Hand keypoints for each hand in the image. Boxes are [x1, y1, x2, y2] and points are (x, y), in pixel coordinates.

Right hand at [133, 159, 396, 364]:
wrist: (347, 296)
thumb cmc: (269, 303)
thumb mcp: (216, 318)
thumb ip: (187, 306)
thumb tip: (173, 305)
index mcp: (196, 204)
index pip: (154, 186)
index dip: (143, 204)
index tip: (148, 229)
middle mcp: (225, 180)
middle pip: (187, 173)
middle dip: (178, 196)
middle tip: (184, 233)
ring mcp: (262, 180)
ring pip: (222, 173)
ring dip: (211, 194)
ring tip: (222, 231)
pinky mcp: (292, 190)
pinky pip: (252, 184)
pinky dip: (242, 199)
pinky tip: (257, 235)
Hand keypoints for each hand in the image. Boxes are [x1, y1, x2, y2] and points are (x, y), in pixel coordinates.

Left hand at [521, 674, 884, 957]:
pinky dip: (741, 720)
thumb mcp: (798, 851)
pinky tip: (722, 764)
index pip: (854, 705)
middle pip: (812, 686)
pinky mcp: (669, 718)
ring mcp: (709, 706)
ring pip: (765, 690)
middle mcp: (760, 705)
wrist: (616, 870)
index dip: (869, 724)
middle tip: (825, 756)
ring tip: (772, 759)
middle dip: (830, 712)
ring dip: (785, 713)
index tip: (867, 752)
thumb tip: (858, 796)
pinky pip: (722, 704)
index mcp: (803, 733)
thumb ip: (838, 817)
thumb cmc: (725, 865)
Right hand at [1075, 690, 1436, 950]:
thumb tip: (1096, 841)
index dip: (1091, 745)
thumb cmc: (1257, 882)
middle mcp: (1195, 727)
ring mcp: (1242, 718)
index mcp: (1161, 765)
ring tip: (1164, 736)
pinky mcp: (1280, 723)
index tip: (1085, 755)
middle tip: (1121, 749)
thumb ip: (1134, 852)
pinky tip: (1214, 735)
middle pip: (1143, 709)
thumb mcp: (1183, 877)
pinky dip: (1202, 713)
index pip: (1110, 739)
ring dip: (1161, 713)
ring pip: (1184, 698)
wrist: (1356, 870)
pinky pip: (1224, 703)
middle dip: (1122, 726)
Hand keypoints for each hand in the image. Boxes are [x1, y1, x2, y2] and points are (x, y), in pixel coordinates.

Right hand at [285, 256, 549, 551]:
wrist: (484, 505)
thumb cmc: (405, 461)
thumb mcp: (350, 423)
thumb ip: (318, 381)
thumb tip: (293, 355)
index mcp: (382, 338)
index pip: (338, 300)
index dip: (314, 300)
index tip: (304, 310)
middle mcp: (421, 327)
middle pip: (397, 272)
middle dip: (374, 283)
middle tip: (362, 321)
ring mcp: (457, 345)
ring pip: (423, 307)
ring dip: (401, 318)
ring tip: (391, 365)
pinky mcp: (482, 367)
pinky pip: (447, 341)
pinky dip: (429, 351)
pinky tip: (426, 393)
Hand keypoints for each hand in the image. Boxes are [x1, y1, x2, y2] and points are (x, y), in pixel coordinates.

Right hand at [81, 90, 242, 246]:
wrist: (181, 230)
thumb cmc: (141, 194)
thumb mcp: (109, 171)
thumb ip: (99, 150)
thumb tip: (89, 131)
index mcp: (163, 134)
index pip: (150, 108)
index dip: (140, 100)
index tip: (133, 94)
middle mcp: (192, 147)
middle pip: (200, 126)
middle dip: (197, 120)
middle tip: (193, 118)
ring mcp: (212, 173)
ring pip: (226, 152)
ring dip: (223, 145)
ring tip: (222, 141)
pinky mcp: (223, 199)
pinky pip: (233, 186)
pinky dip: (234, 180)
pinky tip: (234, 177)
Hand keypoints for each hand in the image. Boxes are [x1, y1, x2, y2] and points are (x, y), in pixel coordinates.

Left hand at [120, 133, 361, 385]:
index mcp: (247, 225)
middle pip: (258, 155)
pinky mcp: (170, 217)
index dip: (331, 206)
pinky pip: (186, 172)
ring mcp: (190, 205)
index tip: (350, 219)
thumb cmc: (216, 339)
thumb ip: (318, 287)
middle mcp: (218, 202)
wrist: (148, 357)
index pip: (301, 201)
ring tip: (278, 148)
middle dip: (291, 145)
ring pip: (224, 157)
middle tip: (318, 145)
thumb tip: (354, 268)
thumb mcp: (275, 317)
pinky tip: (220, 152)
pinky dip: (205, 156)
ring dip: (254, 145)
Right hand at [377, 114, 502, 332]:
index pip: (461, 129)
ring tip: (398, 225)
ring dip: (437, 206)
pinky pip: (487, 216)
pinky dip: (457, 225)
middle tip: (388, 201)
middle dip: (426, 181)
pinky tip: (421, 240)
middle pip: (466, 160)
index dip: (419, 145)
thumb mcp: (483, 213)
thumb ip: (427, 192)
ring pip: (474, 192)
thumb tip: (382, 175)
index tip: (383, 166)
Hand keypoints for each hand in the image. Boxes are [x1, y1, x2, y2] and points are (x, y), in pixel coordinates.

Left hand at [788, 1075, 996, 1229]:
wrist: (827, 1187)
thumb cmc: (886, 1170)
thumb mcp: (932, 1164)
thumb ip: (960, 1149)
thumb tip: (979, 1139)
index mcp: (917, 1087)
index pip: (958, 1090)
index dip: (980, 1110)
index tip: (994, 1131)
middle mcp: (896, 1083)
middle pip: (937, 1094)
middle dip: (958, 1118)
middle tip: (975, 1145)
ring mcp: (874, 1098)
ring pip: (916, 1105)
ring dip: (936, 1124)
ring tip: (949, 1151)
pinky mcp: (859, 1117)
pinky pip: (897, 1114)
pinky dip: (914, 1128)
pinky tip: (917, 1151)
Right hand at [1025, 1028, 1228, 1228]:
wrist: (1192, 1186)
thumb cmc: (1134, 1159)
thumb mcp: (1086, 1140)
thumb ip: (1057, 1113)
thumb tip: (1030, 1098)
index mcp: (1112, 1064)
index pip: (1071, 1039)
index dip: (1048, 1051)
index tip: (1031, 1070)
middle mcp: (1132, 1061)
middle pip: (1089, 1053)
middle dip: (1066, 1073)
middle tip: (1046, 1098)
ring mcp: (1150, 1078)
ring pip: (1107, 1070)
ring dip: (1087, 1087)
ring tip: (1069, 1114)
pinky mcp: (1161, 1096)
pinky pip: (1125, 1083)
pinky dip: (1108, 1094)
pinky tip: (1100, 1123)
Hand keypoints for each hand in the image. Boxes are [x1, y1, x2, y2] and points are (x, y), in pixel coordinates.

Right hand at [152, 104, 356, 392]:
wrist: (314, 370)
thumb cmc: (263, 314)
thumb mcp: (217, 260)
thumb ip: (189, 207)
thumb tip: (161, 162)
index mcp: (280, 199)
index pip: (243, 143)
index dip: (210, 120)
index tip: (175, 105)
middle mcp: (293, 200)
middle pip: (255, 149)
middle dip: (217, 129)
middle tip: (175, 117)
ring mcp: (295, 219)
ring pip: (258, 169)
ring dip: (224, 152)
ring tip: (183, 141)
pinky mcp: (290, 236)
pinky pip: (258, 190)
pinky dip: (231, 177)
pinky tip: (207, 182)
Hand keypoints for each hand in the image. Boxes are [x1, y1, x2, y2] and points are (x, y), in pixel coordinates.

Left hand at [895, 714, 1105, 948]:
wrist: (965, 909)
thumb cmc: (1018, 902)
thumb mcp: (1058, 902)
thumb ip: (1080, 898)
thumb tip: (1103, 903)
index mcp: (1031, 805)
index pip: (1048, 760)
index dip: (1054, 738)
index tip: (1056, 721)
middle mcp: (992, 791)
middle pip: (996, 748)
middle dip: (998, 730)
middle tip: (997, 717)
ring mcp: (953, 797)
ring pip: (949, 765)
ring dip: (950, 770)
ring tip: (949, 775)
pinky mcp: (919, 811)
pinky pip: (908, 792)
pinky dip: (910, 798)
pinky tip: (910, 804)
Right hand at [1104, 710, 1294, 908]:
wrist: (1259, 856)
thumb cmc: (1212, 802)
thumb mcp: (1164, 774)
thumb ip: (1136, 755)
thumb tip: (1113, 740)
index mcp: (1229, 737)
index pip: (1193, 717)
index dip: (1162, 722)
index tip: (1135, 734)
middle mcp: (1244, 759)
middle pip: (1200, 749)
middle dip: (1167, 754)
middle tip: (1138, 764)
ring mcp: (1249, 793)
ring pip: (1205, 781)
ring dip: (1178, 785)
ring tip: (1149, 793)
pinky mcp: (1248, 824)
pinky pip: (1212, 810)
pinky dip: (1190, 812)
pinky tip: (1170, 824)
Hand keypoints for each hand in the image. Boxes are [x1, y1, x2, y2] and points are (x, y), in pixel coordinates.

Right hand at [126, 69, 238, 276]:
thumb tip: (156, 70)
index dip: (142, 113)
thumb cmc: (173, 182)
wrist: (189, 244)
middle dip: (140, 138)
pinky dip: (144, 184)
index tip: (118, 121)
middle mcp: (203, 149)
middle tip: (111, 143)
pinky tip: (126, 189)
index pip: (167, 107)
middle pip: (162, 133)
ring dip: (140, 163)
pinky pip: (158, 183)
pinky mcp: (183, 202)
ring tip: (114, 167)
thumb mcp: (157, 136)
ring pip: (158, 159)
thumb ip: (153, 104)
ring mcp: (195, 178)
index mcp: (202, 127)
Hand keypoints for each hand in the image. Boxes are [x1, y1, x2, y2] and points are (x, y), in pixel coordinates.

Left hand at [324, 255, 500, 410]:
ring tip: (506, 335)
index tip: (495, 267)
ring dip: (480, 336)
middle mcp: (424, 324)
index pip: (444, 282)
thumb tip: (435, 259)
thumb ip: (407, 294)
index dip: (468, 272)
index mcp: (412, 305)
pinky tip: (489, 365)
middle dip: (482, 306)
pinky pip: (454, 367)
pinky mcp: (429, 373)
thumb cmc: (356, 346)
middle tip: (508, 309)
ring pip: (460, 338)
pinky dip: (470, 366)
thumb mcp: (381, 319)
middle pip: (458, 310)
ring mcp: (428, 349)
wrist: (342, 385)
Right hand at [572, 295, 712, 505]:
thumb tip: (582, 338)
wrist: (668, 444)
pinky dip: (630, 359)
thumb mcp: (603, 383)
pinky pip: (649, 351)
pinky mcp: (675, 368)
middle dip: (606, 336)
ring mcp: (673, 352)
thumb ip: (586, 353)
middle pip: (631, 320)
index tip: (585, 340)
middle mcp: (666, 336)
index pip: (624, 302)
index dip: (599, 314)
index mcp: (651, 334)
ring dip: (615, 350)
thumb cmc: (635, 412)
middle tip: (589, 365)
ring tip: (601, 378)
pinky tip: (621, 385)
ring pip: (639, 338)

# ASSIGNMENT
Your task is to find each line in the entries that contains the string "Left" and copy it.

# TASK RESULT
Left hand at [521, 674, 884, 957]:
Left hand at [120, 133, 361, 385]:
Left hand at [788, 1075, 996, 1229]:
Left hand at [895, 714, 1105, 948]:
Left hand at [324, 255, 500, 410]:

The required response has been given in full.